Quote I keep my elbows out, until I get to the second pull. For some reason, I lose my good elbow/lat flex as soon as the bar gets over my knees. This is something I need to work on to further my the development of speed. I think?Arden, the hang clean will be of great assistance perfecting your pull above the knees and momentum generation plus squatting under. Keep the back arched (if possible) think of the arms as cables. Lock the lats under the arm pits. Some slow pulling up the thighs to reinforce the motor pattern could help. Make good use of the lever, your back, by keeping it and the cables as tight as possible. A lax back, lever, will upset things right away. Let's see good body extension with arms as straight as possible, head ending up behind the hips, try not hesitate in squatting. Initiate the movement in the hang lifts from the hips, moving them back and letting the knees bend some. You're on the right track.sjaak
I keep my elbows out, until I get to the second pull. For some reason, I lose my good elbow/lat flex as soon as the bar gets over my knees. This is something I need to work on to further my the development of speed. I think?

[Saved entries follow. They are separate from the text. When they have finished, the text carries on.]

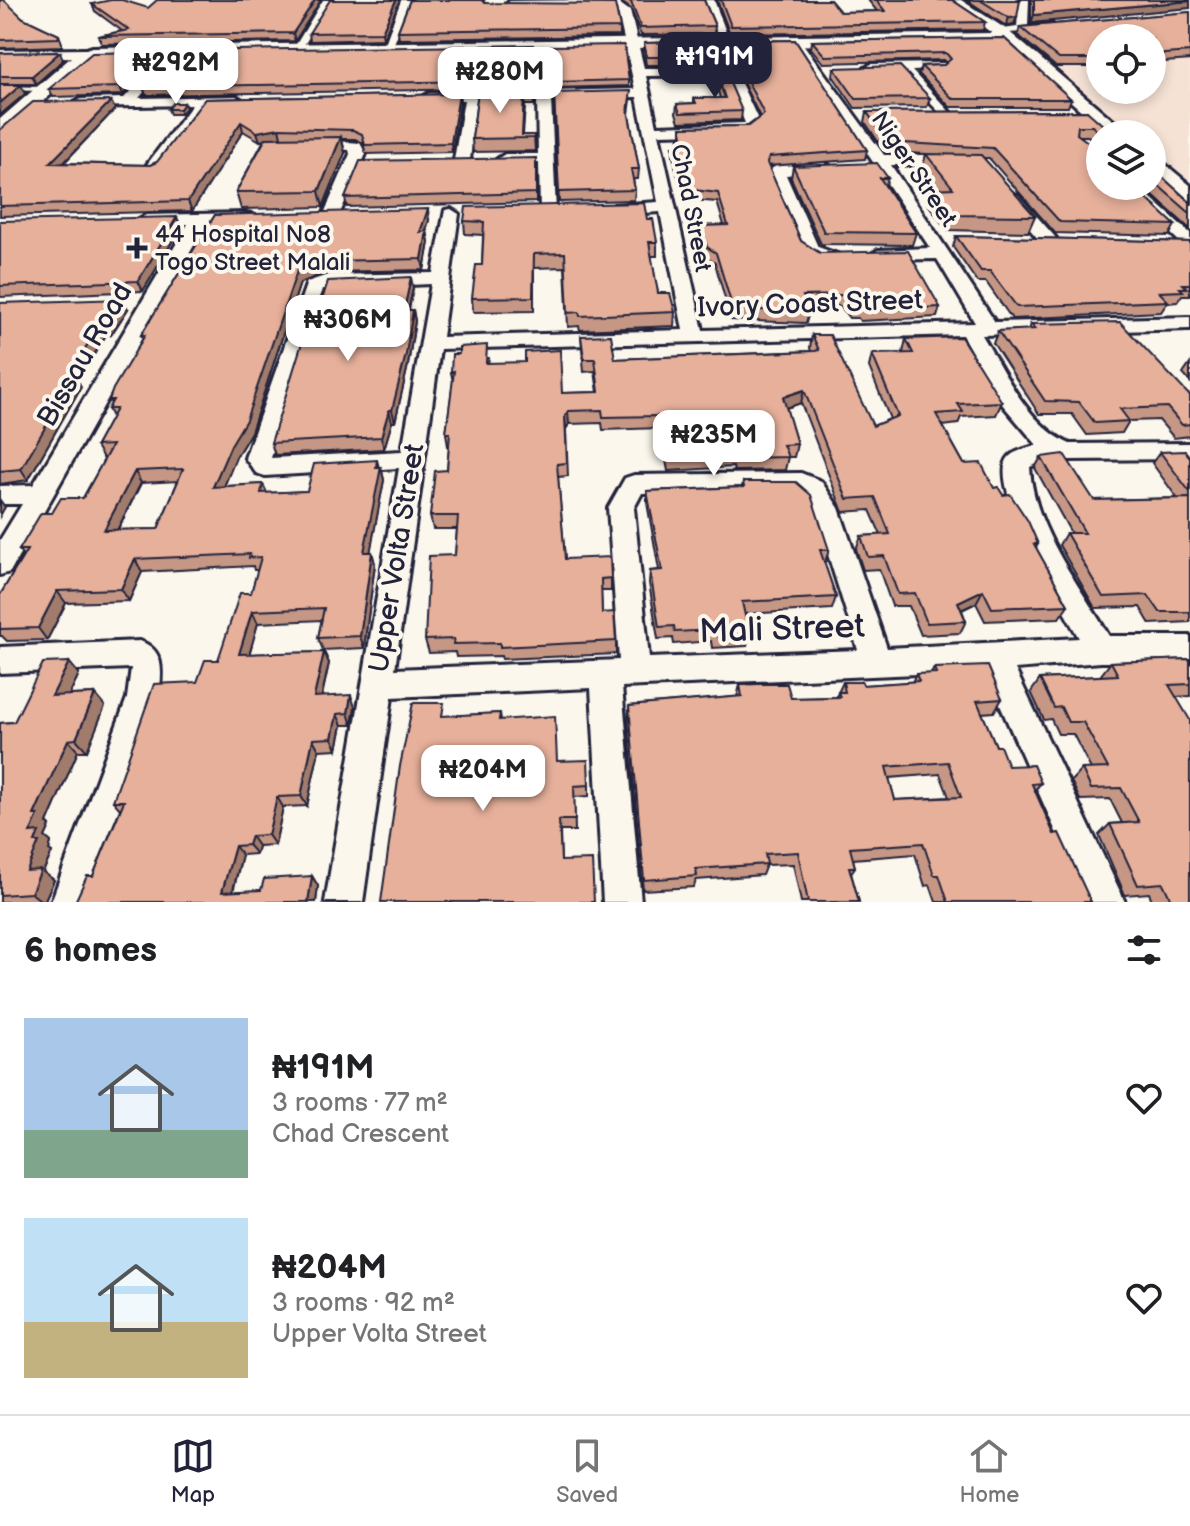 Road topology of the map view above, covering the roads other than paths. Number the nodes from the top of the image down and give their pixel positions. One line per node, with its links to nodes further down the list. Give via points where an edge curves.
1 (328, 0): 15 (street)
2 (406, 0): 14 (street)
3 (709, 0): 11 (street)
4 (951, 0): 9 (street)
5 (1024, 0): 8 (street)
6 (502, 4): 12 (street, Chad Street, via 612,3 626,13)
7 (1069, 26): 8 (street)
8 (1023, 30): 9 (street)
9 (1003, 34): 10 (street); 34 (street)
10 (798, 40): 11 (street); 42 (street, Niger Street, via 855,115)
11 (726, 41): 12 (street)
12 (631, 43): 13 (street); 22 (street, Chad Street)
13 (542, 45): 14 (street); 26 (street)
14 (387, 46): 15 (street)
15 (296, 48): 16 (street)
16 (174, 50): 17 (street); 31 (street)
17 (86, 53): 18 (street); 24 (street)
18 (0, 54)
19 (940, 66): 20 (street)
20 (902, 67): 21 (street); 35 (street, via 952,114)
21 (860, 68)
22 (638, 72): 25 (street, Chad Street); 38 (street, via 730,71 753,124)
23 (0, 88): 24 (lane)
24 (43, 89): 32 (street)
25 (643, 93): 26 (street); 38 (street, Chad Street)
26 (543, 95): 27 (street); 40 (street)
27 (471, 96): 28 (street); 40 (street, via 469,159)
28 (407, 97)
29 (249, 100): 30 (street)
30 (202, 101): 31 (street); 43 (street)
31 (127, 103): 32 (street)
32 (28, 104): 37 (street)
33 (1064, 113): 34 (street)
34 (1094, 113): 36 (street)
35 (917, 114)
36 (1102, 120)
37 (0, 129)
38 (651, 130): 49 (street, Chad Street)
39 (294, 144): 53 (street, via 355,146 362,161)
40 (548, 158): 51 (street)
41 (969, 160): 42 (street)
42 (876, 164): 63 (street, Niger Street)
43 (153, 167)
44 (838, 167): 63 (street, via 776,171 811,250 826,257)
45 (1166, 175): 47 (street)
46 (1002, 185): 59 (street)
47 (1190, 196)
48 (1144, 200): 60 (street)
49 (665, 207): 50 (street); 68 (street, Chad Street)
50 (592, 210)
51 (548, 212)
52 (451, 214): 64 (street, Upper Volta Street)
53 (331, 216)
54 (270, 217): 55 (street, via 229,211)
55 (200, 219): 56 (street); 74 (street, Bissau Road, via 144,300)
56 (123, 220)
57 (962, 239): 63 (street)
58 (1021, 241): 59 (street)
59 (1050, 242): 61 (street)
60 (1190, 243): 62 (street)
61 (1072, 244)
62 (1159, 245)
63 (938, 246): 67 (street, Niger Street)
64 (440, 278): 69 (street, Upper Volta Street); 73 (street, via 314,286 257,458 265,467)
65 (1119, 323): 66 (street, Ivory Coast Street); 67 (street, Ivory Coast Street); 70 (street)
66 (1190, 323)
67 (977, 327): 68 (street, Ivory Coast Street); 71 (street, Niger Street, via 1035,433)
68 (694, 336): 69 (street, Ivory Coast Street)
69 (432, 343): 73 (street, Upper Volta Street)
70 (1139, 345)
71 (1053, 448): 72 (street); 77 (street, via 1018,462 1019,495)
72 (1190, 451)
73 (413, 459): 83 (street, Upper Volta Street)
74 (40, 494): 75 (street); 76 (street, Bissau Road)
75 (0, 495)
76 (0, 564)
77 (1101, 649): 78 (street, Mali Street); 79 (street, Mali Street)
78 (1190, 650)
79 (994, 657): 81 (street, Mali Street); 87 (street)
80 (0, 660): 84 (street, via 140,654 147,664 143,698)
81 (877, 663): 82 (street, Mali Street); 82 (street, via 826,508 812,487 801,482 634,484 621,508)
82 (620, 674): 83 (street, Mali Street); 86 (street)
83 (377, 684): 85 (street, Upper Volta Street)
84 (70, 902)
85 (344, 902)
86 (622, 902)
87 (1106, 902) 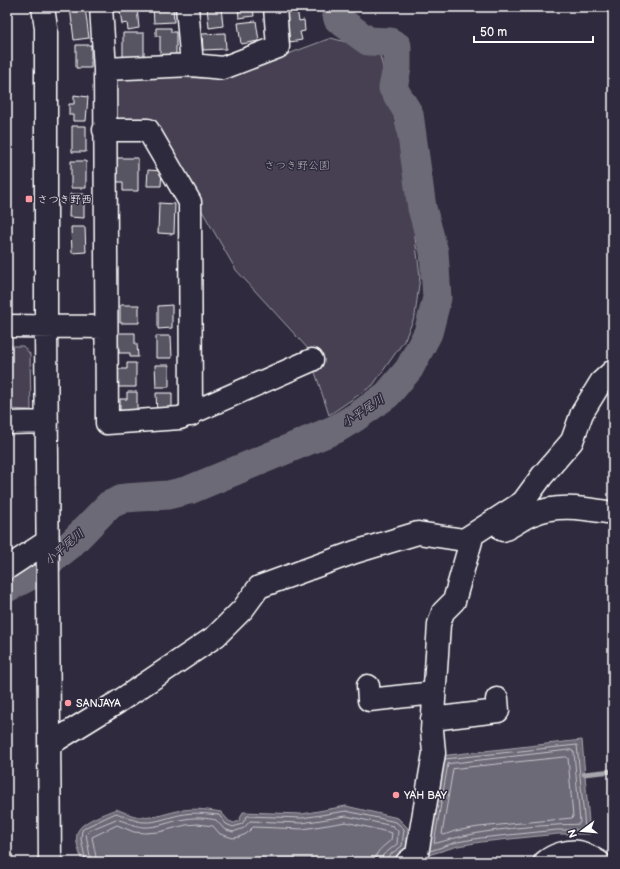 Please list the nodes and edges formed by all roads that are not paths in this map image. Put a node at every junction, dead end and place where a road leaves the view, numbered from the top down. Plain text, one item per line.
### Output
1 (43, 7) edge
2 (101, 7) edge
3 (187, 7) edge
4 (275, 7) edge
5 (192, 65) junction
6 (105, 69) junction
7 (104, 130) junction
8 (7, 326) edge
9 (46, 327) junction
10 (106, 327) junction
11 (312, 360) dead end
12 (613, 371) edge
13 (191, 415) junction
14 (47, 422) junction
15 (7, 423) edge
16 (613, 513) edge
17 (467, 541) junction
18 (48, 546) junction
19 (7, 568) edge
20 (368, 686) dead end
21 (434, 694) junction
22 (497, 699) dead end
23 (432, 719) junction
24 (50, 744) junction
25 (412, 858) edge
26 (50, 862) edge
27 (545, 862) edge
28 (599, 862) edge

1 - 9 street
2 - 6 street
3 - 5 street
4 - 5 street
5 - 6 street
6 - 7 street
7 - 10 street
7 - 13 street
8 - 9 street
9 - 10 street
9 - 14 street
10 - 13 street
11 - 13 street
12 - 17 street
14 - 15 street
14 - 18 street
16 - 17 street
17 - 21 street
17 - 24 street
18 - 19 street
18 - 24 street
20 - 21 street
21 - 23 street
22 - 23 street
23 - 25 street
24 - 26 street
27 - 28 street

You are moving some serious weight on some of those exercises.The snatches looked good until 185. Stick with 165-175 for triples. Maybe try a couple sets of 5 with 155 at the end.
I think I need to grip the bar harder when I've got it over head (something I figured out OHS later in the workout). Does that make sense at all?
I've thought it through and I don't think I'm pulling as hard as I can - I just started doing full squat movements about 6 weeks ago. I've really tried to down play pulling hard because I wanted to learn how to get in the hole.
After that did snatch pulls. 135x6, 205x6, 235x6, 255x6. 265x6. I tried to work on keeping my arms straight, lats forward, and shoulders over the bar on the second pull.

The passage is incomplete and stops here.